3.2. Exploration and Exploitation Behavior of JADEGMO

The exploration phase of JADEGMO is primarily driven by the JADE component. JADE’s adaptive parameter control and external archive significantly contribute to maintaining diversity in the population and preventing premature convergence. JADE dynamically adjusts the crossover rate $C{R}_i$ and scaling factor $F_i$ for each individual using normal and Cauchy distributions, as described in Equations (1) and (2). This adaptability allows the algorithm to explore different regions of the search space effectively.

The mutation process, as shown in Equation (3), generates mutant vectors by combining the best individual and randomly selected individuals from the population or archive. This helps with exploring new solutions that are not confined to the vicinity of the current population. Additionally, JADE maintains an external archive $\mathbf{A}$ of superior solutions that are not part of the current population. This archive enhances the algorithm’s exploratory capability by providing a diverse set of solutions that can be used in the mutation process, ensuring that the search does not become stuck in local optima. During the mutation process, the algorithm randomly selects individuals from the population and the archive. This random selection introduces variability and helps with exploring a wide range of solutions.

Exploitation Behavior

The exploitation phase of JADEGMO is significantly enhanced by the GMO component, which focuses on refining the search around the promising regions of the solution space. GMO selects the best individuals (elite solutions) based on their fitness values. The number of elite solutions decreases linearly from $k_{max}$ to $k_{min}$ over the iterations, as shown in Equation (6). This focus on elite solutions ensures that the algorithm exploits the most promising areas of the search space.
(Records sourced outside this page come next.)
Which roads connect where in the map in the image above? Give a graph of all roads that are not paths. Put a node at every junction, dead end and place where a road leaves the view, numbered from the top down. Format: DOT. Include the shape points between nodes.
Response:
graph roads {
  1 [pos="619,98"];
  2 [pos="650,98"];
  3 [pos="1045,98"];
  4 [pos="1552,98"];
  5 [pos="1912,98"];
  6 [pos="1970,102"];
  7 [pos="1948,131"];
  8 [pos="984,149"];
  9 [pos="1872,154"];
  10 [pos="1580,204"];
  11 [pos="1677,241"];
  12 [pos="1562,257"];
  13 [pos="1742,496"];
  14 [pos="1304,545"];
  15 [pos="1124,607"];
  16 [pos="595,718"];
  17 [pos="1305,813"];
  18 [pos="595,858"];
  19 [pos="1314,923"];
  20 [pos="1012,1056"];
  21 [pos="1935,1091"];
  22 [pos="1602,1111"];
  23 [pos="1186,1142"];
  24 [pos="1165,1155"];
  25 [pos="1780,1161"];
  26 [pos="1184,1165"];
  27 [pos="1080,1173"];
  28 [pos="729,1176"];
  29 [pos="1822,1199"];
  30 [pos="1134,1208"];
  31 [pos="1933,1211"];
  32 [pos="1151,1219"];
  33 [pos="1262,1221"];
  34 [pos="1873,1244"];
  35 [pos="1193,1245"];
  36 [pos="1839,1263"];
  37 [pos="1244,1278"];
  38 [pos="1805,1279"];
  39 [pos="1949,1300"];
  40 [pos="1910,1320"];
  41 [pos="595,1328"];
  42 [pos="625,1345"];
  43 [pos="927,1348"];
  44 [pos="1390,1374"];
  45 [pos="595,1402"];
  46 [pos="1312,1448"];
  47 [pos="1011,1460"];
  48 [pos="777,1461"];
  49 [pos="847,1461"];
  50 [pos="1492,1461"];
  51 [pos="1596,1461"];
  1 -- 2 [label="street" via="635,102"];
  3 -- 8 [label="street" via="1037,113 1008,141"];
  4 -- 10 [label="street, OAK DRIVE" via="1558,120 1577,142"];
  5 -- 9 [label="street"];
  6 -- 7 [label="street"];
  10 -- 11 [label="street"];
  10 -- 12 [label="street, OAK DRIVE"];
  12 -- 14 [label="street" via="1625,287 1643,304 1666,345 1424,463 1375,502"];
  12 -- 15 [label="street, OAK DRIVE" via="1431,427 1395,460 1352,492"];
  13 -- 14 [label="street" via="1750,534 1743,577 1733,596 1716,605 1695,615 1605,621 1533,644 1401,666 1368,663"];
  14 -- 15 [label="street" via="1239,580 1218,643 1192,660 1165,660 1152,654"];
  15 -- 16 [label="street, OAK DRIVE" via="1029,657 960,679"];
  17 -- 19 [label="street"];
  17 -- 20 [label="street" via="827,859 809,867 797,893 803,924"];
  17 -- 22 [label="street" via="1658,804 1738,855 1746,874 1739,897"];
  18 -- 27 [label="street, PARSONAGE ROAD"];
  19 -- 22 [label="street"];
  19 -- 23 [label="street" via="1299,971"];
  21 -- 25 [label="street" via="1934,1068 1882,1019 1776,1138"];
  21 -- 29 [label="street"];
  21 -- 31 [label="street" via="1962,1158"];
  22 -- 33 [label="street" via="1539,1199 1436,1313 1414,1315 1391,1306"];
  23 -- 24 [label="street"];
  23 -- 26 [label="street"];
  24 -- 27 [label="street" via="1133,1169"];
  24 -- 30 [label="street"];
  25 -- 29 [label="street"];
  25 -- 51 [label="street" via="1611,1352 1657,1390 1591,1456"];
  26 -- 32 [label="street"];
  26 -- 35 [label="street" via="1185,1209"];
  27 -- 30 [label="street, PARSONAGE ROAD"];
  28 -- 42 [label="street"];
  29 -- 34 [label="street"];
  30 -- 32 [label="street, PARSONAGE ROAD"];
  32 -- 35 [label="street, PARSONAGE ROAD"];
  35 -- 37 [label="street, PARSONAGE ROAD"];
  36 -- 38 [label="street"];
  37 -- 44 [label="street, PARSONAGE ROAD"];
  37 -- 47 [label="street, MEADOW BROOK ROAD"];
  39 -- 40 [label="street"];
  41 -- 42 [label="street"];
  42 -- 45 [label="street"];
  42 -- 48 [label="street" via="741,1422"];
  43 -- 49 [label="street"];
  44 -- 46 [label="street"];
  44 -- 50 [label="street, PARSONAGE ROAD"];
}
The guide solutions ${\mathbf{G}}_i$, computed using the dual-fitness indices (DFIs) as shown in Equation (8), direct the search towards regions with high potential. These guide solutions help refine the search and improve the quality of the solutions. GMO updates the velocities of the particles using an inertia weight factor w and the difference between the mutated guide solutions and current positions, as shown in Equation (9). This mechanism ensures that the particles are directed towards better solutions, enhancing the exploitation of the search space. The position update, as described in Equation (10), moves the particles closer to the guide solutions, further refining the search around the best-found solutions.

The DFI, calculated as shown in Equation (7), assesses the quality of each solution by considering the fitness values of the other solutions in the population. This index helps with identifying the most promising solutions for exploitation, ensuring that the algorithm focuses its efforts on the best areas of the search space.

3.3. Rationale for Hybridizing JADE and GMO

In this section, we detail the theoretical and empirical justifications for combining JADE (adaptive differential evolution with optional external archive [42] with GMO (geometric mean optimizer) to form the proposed hybrid algorithm. This design choice stemmed from our objective of achieving a robust balance between exploration and exploitation, while minimizing extensive parameter tuning and avoiding premature convergence.

3.3.1. Adaptive Parameter Control in JADE

JADE is distinguished from classic differential evolution (DE) by its built-in adaptive mechanism for parameter tuning. Specifically, JADE updates the mutation factor (F) and crossover rate ($C_r$) through a feedback process that relies on the performance of successful mutations. This adaptation reduces the dependency on manual parameter selection and enables JADE to effectively navigate different problem landscapes. As a result, JADE demonstrates an aptitude for refining candidate solutions around promising regions, which strengthens the exploitation phase of the search process.

3.3.2. Diversity Preservation in GMO

GMO introduces geometric strategies aimed at maintaining a diverse set of solutions. Its mutation operators are designed to mitigate premature convergence by introducing higher levels of variation in the population. This mechanism is particularly beneficial in multi-modal and complex optimization problems where the risk of stagnation is significant. By preserving a broad search horizon, GMO ensures that the global search capability of JADEGMO remains potent.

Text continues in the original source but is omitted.